Extract the lines that carry the string "roads" from the listing.

━━━━━━━━━━

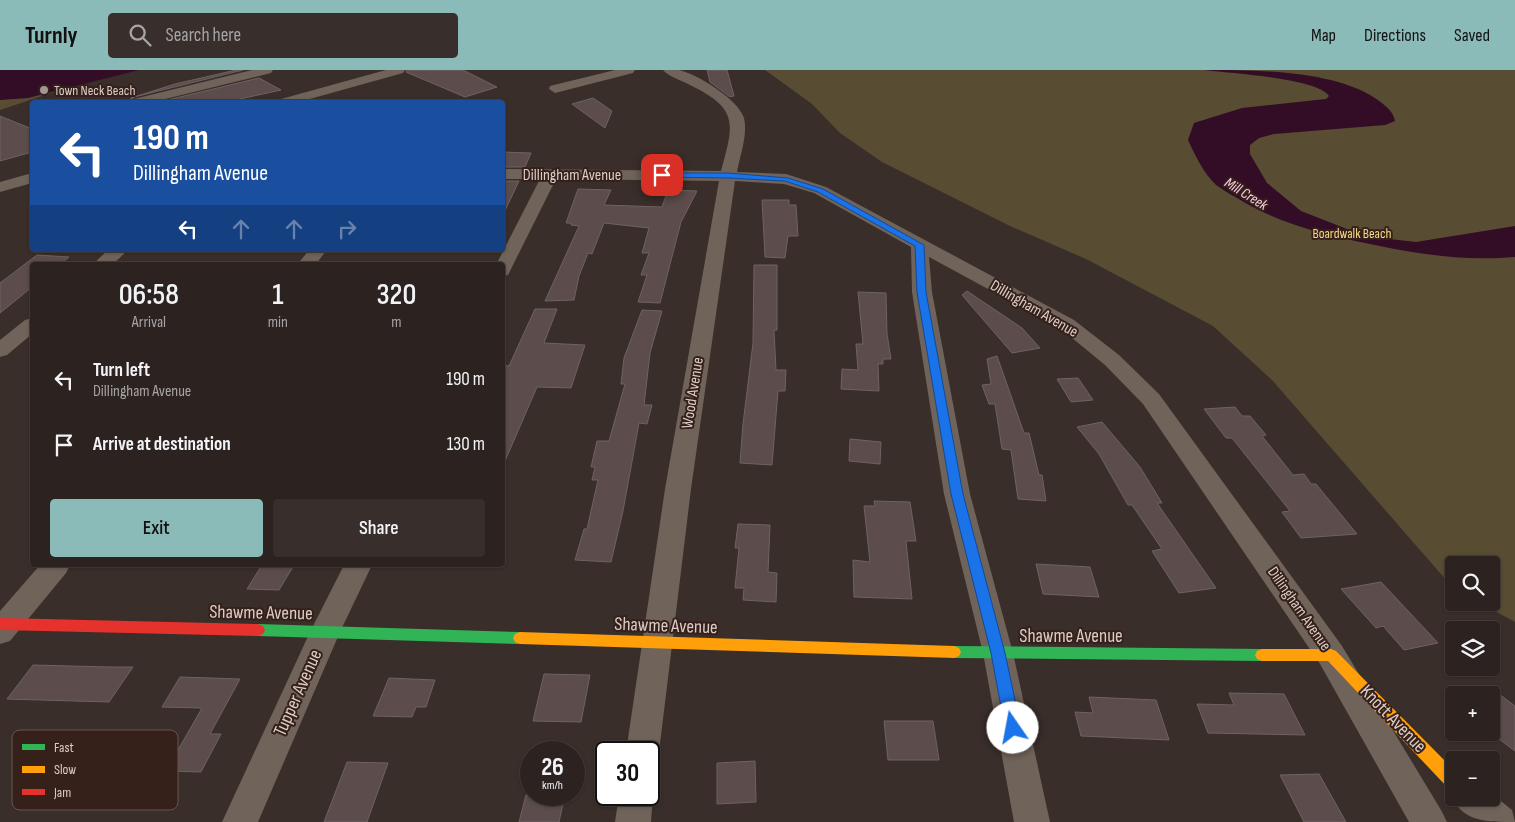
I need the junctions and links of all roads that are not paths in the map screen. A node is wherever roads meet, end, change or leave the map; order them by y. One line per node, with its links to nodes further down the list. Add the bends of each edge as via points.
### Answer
1 (267, 70): 6 (street)
2 (399, 70): 7 (street)
3 (629, 70): 5 (street)
4 (670, 70): 10 (street, Wood Avenue, via 716,94 731,106 738,119)
5 (555, 89)
6 (155, 100)
7 (293, 100)
8 (505, 174): 9 (street, Dillingham Avenue)
9 (550, 175): 10 (street, Dillingham Avenue); 18 (street)
10 (728, 176): 13 (street, Dillingham Avenue, via 786,179 820,190); 25 (street, Wood Avenue)
11 (30, 179): 12 (street)
12 (3, 188)
13 (920, 245): 26 (street, via 922,292 957,494); 27 (street, Dillingham Avenue, via 1067,324 1112,360 1151,399)
14 (117, 252): 16 (street)
15 (316, 252): 17 (street)
16 (105, 262)
17 (308, 262)
18 (505, 265)
19 (30, 326): 20 (street)
20 (0, 351)
21 (54, 567): 23 (street)
22 (357, 567): 24 (street, Tupper Avenue)
23 (2, 627): 24 (street, Shawme Avenue)
24 (325, 632): 25 (street, Shawme Avenue); 32 (street, Tupper Avenue)
25 (657, 643): 26 (street, Shawme Avenue); 28 (street, Wood Avenue)
26 (998, 653): 27 (street, Shawme Avenue); 34 (street)
27 (1331, 656): 29 (street, Knott Avenue); 35 (street, Dillingham Avenue)
28 (644, 741)
29 (1445, 773)
30 (635, 806): 33 (street)
31 (1479, 806): 36 (street)
32 (240, 822)
33 (633, 822)
34 (1032, 822)
35 (1429, 822)
36 (1500, 822)

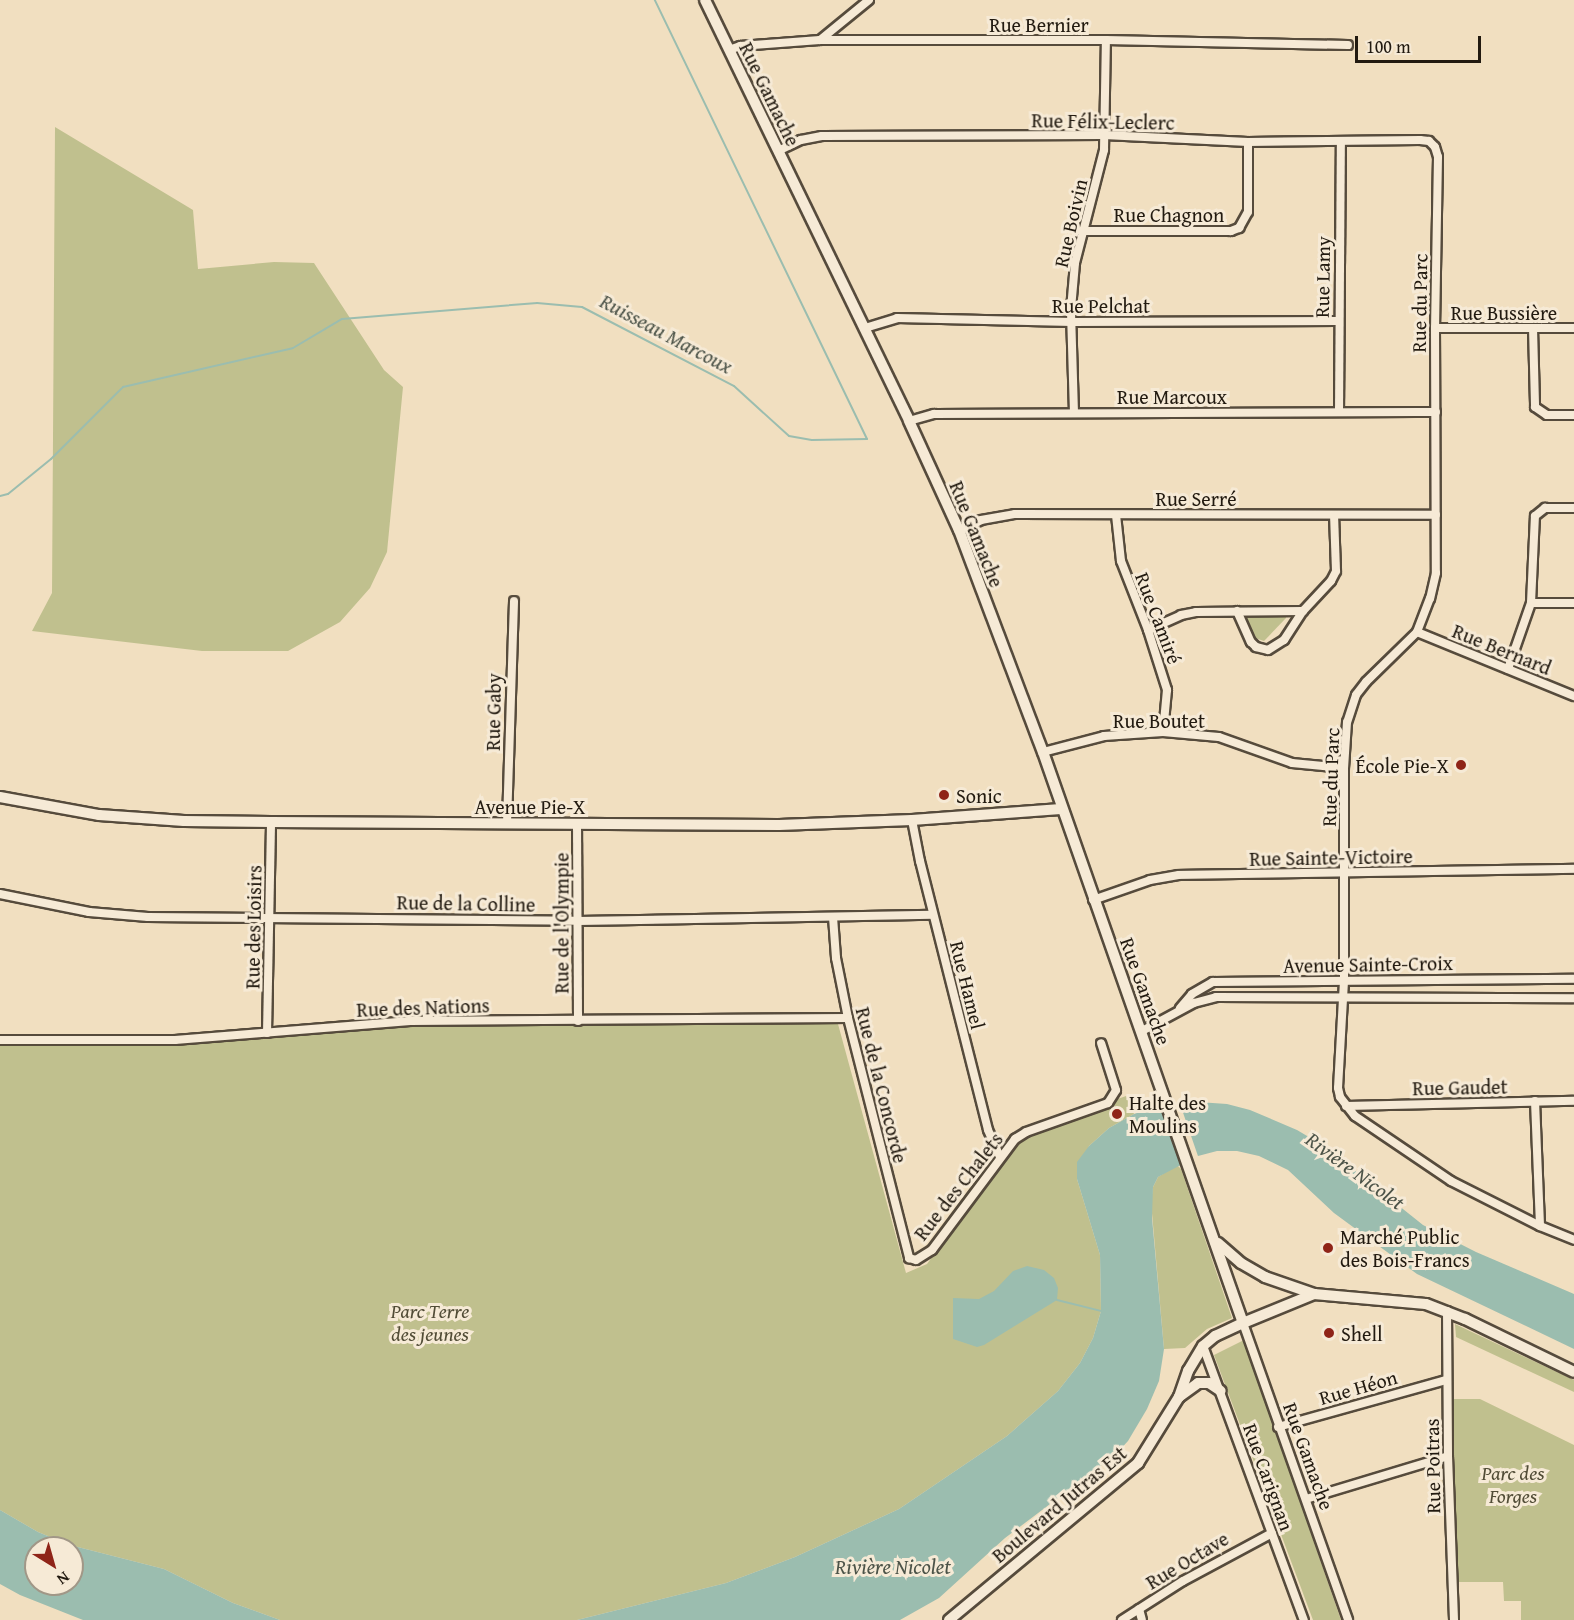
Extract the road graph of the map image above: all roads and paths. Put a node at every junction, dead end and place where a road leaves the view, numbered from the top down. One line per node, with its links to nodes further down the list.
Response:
1 (705, 0): 6 (street, Rue Gamache)
2 (869, 0): 3 (street)
3 (820, 40): 4 (street, Rue Bernier); 6 (street, Rue Bernier)
4 (1106, 40): 5 (street, Rue Bernier); 7 (street, Rue Boivin)
5 (1348, 45)
6 (729, 50): 11 (street, Rue Gamache)
7 (1104, 135): 8 (street, Rue Félix-Leclerc); 11 (street, Rue Félix-Leclerc); 12 (street, Rue Boivin)
8 (1248, 141): 9 (street, Rue Félix-Leclerc); 12 (street, Rue Chagnon)
9 (1341, 141): 10 (street, Rue Félix-Leclerc); 13 (street, Rue Lamy)
10 (1429, 141): 16 (street, Rue du Parc)
11 (778, 151): 15 (street, Rue Gamache)
12 (1081, 231): 14 (street, Rue Boivin)
13 (1338, 321): 14 (street, Rue Pelchat); 19 (street, Rue Lamy)
14 (1072, 322): 15 (street, Rue Pelchat); 21 (street, Rue Boivin)
15 (865, 328): 23 (street, Rue Gamache)
16 (1435, 328): 17 (street, Rue Bussière); 20 (street, Rue du Parc)
17 (1533, 328): 18 (street, Rue Bussière); 22 (street)
18 (1574, 328)
19 (1339, 412): 20 (street, Rue Marcoux); 21 (street, Rue Marcoux)
20 (1436, 412): 27 (street, Rue du Parc)
21 (1074, 413): 23 (street, Rue Marcoux)
22 (1574, 415)
23 (909, 421): 28 (street, Rue Gamache)
24 (1574, 508): 30 (street)
25 (1334, 514): 26 (street, Rue Serré); 27 (street, Rue Serré); 32 (street)
26 (1116, 515): 28 (street, Rue Serré); 34 (street, Rue Camiré)
27 (1436, 515): 35 (street, Rue du Parc)
28 (958, 530): 39 (street, Rue Gamache)
29 (514, 600): 45 (street, Rue Gaby)
30 (1531, 603): 31 (street); 36 (street)
31 (1574, 603)
32 (1303, 610): 33 (street); 33 (street)
33 (1237, 611): 34 (street)
34 (1148, 630): 38 (street, Rue Camiré)
35 (1417, 632): 36 (street, Rue Bernard); 40 (street, Rue du Parc)
36 (1508, 669): 37 (street, Rue Bernard)
37 (1574, 696)
38 (1163, 732): 39 (street, Rue Boutet); 40 (street, Rue Boutet)
39 (1043, 752): 42 (street, Rue Gamache)
40 (1344, 768): 48 (street, Rue du Parc)
41 (0, 797): 44 (street, Avenue Pie-X)
42 (1061, 809): 43 (street, Avenue Pie-X); 50 (street, Rue Gamache)
43 (912, 820): 46 (street, Avenue Pie-X); 51 (street, Rue Hamel)
44 (271, 822): 45 (street, Avenue Pie-X); 52 (street, Rue des Loisirs)
45 (507, 824): 46 (street, Avenue Pie-X)
46 (577, 824): 54 (street, Rue de l'Olympie)
47 (1574, 869): 48 (street, Rue Sainte-Victoire)
48 (1345, 874): 50 (street, Rue Sainte-Victoire); 56 (street, Rue du Parc)
49 (0, 894): 52 (street, Rue de la Colline)
50 (1093, 900): 62 (street, Rue Gamache)
51 (933, 915): 53 (street, Rue de la Colline); 69 (street, Rue Hamel)
52 (269, 916): 54 (street, Rue de la Colline); 63 (street, Rue des Loisirs)
53 (833, 917): 54 (street, Rue de la Colline); 60 (street, Rue de la Concorde)
54 (578, 921): 61 (street, Rue de l'Olympie)
55 (1574, 979): 56 (street, Avenue Sainte-Croix)
56 (1344, 981): 58 (street, Rue du Parc); 59 (street, Avenue Sainte-Croix)
57 (1574, 998): 58 (street, Avenue Sainte-Croix)
58 (1343, 999): 59 (street, Avenue Sainte-Croix); 68 (street, Rue du Parc)
59 (1176, 1014): 62 (street, Avenue Sainte-Croix)
60 (848, 1018): 61 (street, Rue des Nations); 73 (street, Rue de la Concorde)
61 (578, 1021): 63 (street, Rue des Nations)
62 (1142, 1032): 72 (street, Rue Gamache)
63 (267, 1033): 64 (street, Rue des Nations)
64 (0, 1040)
65 (1101, 1043): 69 (street, Rue des Chalets)
66 (1535, 1101): 67 (street, Rue Gaudet); 68 (street, Rue Gaudet); 70 (street)
67 (1574, 1101)
68 (1346, 1106): 70 (street)
69 (1000, 1157): 73 (street, Rue des Chalets)
70 (1540, 1226): 71 (street)
71 (1574, 1240)
72 (1217, 1242): 74 (street); 76 (street, Rue Gamache)
73 (909, 1258)
74 (1314, 1294): 75 (street); 76 (street, Boulevard Jutras Est)
75 (1447, 1311): 78 (street); 79 (street, Rue Poitras)
76 (1244, 1323): 77 (street, Boulevard Jutras Est); 82 (street, Rue Gamache)
77 (1203, 1346): 80 (street, Rue Carignan); 81 (street, Boulevard Jutras Est)
78 (1574, 1372)
79 (1446, 1380): 82 (street, Rue Héon); 83 (street, Rue Poitras)
80 (1221, 1391): 81 (street); 85 (street, Rue Carignan)
81 (1179, 1397): 87 (street, Boulevard Jutras Est)
82 (1278, 1427): 84 (street, Rue Gamache)
83 (1448, 1456): 84 (street); 92 (street, Rue Poitras)
84 (1306, 1499): 91 (street, Rue Gamache)
85 (1272, 1533): 86 (street, Rue Octave); 90 (street, Rue Carignan)
86 (1139, 1609): 88 (street, Rue Octave); 89 (street)
87 (949, 1620)
88 (1122, 1620)
89 (1142, 1620)
90 (1304, 1620)
91 (1348, 1620)
92 (1454, 1620)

━━━━━━━━━━

-- Your solution --
I need the junctions and links of all roads that are not paths in the map screen. A node is wherever roads meet, end, change or leave the map; order them by y. One line per node, with its links to nodes further down the list. Add the bends of each edge as via points.
Extract the road graph of the map image above: all roads and paths. Put a node at every junction, dead end and place where a road leaves the view, numbered from the top down. One line per node, with its links to nodes further down the list.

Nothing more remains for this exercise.